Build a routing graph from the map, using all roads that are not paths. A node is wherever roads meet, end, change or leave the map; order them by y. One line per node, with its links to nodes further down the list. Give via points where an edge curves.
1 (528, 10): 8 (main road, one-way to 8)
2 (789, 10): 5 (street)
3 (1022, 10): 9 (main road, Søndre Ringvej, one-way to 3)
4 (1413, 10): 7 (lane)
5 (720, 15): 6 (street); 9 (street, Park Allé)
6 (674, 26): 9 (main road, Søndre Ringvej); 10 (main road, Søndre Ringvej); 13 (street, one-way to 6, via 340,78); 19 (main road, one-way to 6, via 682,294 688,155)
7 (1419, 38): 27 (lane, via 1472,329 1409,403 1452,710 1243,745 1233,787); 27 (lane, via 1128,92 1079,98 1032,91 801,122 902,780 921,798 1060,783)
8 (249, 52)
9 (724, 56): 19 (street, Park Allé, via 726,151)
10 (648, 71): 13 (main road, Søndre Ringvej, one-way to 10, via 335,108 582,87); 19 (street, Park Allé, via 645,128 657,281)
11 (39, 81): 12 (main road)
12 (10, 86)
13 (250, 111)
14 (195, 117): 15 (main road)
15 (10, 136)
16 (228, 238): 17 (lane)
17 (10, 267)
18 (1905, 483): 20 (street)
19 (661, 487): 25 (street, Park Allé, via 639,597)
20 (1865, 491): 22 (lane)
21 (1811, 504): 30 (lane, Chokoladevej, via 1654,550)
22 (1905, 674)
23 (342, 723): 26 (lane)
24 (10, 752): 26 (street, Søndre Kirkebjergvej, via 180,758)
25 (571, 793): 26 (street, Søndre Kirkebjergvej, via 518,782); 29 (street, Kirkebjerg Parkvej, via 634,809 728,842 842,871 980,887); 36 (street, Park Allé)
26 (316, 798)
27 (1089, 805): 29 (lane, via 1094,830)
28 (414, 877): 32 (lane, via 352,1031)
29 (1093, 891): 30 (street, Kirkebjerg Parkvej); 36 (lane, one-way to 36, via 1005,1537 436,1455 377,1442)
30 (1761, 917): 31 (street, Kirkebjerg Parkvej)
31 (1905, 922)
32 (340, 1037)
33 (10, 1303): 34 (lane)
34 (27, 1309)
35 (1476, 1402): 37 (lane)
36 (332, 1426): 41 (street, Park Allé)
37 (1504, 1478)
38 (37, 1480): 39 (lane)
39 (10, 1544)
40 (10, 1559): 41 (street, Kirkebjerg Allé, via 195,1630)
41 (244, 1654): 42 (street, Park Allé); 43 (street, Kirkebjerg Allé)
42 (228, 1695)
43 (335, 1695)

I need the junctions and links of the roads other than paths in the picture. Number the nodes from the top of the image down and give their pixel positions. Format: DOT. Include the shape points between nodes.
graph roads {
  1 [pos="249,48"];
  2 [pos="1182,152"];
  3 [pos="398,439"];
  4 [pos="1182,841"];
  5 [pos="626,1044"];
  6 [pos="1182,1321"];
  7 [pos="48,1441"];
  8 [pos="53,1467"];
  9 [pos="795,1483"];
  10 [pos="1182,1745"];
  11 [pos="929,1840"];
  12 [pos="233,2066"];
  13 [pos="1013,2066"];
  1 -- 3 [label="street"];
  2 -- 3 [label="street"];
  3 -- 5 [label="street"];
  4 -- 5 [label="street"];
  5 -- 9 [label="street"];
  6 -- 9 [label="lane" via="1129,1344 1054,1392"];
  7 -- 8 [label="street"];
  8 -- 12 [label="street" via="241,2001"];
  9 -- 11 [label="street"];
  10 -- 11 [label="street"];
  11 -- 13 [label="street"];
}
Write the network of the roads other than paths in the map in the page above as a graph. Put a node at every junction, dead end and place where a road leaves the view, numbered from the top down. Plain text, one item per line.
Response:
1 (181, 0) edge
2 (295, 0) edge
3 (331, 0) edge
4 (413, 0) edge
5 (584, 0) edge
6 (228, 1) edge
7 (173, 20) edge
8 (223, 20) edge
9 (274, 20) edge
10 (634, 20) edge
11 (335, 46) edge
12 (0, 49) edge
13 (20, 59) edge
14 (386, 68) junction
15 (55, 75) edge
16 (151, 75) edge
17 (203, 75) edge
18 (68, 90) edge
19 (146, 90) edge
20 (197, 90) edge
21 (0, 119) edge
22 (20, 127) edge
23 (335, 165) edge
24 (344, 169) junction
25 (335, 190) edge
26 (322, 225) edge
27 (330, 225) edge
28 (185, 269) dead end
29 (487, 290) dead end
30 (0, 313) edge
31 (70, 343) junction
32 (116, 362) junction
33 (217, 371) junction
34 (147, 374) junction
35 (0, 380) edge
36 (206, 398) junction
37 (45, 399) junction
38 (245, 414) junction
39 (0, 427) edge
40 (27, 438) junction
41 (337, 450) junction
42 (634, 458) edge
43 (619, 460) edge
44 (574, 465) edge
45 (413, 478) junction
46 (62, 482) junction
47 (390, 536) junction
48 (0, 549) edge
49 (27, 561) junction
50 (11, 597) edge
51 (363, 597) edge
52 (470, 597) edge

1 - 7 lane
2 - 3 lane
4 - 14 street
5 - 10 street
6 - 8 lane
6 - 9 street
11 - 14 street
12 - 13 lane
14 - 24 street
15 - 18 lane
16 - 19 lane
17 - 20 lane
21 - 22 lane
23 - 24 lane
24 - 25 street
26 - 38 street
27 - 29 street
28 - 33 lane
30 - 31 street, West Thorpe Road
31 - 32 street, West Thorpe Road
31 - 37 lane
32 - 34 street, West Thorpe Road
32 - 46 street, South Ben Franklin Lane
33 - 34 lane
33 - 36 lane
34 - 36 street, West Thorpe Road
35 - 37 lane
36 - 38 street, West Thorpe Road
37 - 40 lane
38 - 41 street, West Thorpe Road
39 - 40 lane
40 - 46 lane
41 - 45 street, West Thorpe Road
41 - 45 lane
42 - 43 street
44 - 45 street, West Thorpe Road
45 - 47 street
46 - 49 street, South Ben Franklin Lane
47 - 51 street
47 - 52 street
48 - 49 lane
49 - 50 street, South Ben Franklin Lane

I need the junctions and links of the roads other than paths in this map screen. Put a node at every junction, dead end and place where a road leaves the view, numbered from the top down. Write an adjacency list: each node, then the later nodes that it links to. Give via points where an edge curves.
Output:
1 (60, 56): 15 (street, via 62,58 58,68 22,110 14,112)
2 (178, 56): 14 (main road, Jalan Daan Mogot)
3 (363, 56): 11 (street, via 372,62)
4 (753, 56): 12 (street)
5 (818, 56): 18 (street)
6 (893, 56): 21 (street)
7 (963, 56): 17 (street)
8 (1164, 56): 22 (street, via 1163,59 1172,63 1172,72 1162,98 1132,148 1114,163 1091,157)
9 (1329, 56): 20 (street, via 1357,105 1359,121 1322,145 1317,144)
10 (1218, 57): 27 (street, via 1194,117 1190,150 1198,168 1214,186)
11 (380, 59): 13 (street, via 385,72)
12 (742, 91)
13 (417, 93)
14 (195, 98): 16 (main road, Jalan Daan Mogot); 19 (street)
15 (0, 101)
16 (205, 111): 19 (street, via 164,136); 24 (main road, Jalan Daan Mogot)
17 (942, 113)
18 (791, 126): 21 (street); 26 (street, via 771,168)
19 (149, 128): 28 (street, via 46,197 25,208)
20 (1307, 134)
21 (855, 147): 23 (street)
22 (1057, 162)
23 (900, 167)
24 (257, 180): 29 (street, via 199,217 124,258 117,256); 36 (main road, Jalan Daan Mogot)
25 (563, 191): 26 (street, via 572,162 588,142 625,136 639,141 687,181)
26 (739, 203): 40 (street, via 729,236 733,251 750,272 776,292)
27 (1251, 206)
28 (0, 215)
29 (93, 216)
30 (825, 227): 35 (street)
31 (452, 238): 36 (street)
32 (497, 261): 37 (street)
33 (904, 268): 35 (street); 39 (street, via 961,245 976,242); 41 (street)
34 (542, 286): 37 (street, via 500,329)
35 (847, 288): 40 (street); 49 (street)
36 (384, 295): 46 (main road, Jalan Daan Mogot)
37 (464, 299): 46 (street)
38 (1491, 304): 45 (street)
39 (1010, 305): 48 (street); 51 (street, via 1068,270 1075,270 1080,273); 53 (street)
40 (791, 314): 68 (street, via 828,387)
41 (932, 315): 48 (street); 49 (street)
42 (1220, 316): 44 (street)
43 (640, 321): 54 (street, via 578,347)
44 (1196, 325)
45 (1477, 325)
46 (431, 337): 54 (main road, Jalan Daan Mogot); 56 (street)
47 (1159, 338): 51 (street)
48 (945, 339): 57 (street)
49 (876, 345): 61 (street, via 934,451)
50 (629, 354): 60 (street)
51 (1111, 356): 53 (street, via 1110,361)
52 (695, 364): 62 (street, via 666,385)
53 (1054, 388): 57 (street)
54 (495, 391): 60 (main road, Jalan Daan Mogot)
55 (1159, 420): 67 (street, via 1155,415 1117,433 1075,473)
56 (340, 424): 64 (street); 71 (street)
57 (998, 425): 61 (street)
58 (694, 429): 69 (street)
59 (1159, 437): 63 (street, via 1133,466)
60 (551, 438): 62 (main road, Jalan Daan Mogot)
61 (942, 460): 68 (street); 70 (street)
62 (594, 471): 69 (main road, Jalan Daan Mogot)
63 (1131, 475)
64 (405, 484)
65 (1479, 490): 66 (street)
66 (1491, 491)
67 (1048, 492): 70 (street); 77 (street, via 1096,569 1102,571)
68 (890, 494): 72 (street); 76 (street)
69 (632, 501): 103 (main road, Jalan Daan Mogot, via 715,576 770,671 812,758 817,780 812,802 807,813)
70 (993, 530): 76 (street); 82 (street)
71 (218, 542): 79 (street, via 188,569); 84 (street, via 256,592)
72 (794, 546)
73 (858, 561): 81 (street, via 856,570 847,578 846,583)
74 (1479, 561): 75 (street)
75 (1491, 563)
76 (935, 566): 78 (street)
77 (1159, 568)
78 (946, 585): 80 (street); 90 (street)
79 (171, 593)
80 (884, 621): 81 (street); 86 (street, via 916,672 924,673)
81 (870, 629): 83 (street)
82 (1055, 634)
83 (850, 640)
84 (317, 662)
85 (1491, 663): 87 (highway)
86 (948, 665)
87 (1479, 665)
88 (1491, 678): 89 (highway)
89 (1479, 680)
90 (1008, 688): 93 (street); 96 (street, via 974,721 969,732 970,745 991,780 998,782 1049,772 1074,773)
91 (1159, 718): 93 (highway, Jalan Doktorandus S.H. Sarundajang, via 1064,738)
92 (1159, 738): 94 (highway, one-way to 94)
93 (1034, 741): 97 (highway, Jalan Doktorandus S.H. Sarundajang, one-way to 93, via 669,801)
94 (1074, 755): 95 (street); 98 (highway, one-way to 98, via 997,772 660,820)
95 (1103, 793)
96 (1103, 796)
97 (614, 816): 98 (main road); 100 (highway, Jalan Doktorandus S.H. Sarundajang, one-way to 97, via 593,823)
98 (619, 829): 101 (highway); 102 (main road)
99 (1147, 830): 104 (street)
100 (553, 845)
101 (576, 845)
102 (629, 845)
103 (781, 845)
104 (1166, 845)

| EXERCISE REQUIREMENTS |
State only the count of lines above that hold the string "highway".

| TASK RESULT |
8